The founders of the euro had little doubt about the common currency’s role as a foundation for European peace and prosperity. Yet, they were not Pollyannas. For years before the start of monetary union in 1999, economists had warned that the member states of the European Union do not constitute an “optimum currency area” (see, for example, Milton Friedman). This means that a single policy interest rate might exacerbate, rather than mitigate, economic differences, creating severe strains among euro area countries.

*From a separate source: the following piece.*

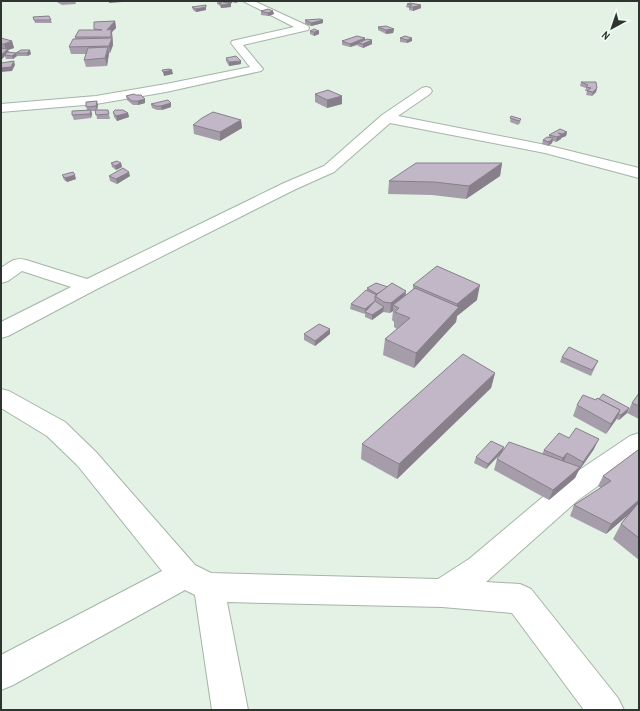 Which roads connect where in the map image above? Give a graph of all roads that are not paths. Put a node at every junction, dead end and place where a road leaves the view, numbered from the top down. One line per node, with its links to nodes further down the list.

Since the euro’s beginning, European leaders hoped and expected that as tensions arose, member states would come closer together—integrating their economies and financial systems, sharing burdens and risks. To a considerable extent, experience has borne out these hopes. Despite enormous challenges, no country has abandoned the euro and reintroduced a national currency. Today, an entire generation of people has come of age knowing only the euro. Moreover, as of November 2019, popular support for the single currency among euro area residents was at a record 76%, with sizable majorities in each member state (see Eurobarometer 92, pages 32-33).
And yet, over the past two decades, there has been only grudging progress toward a truly resilient monetary union. Politically and financially, the euro area remains divided. The COVID-19 crisis brings renewed tensions. With it comes a harsh reminder that standing still is simply not an option.
In this post, we review the progress toward completion of the European monetary union, and note key gaps that remain….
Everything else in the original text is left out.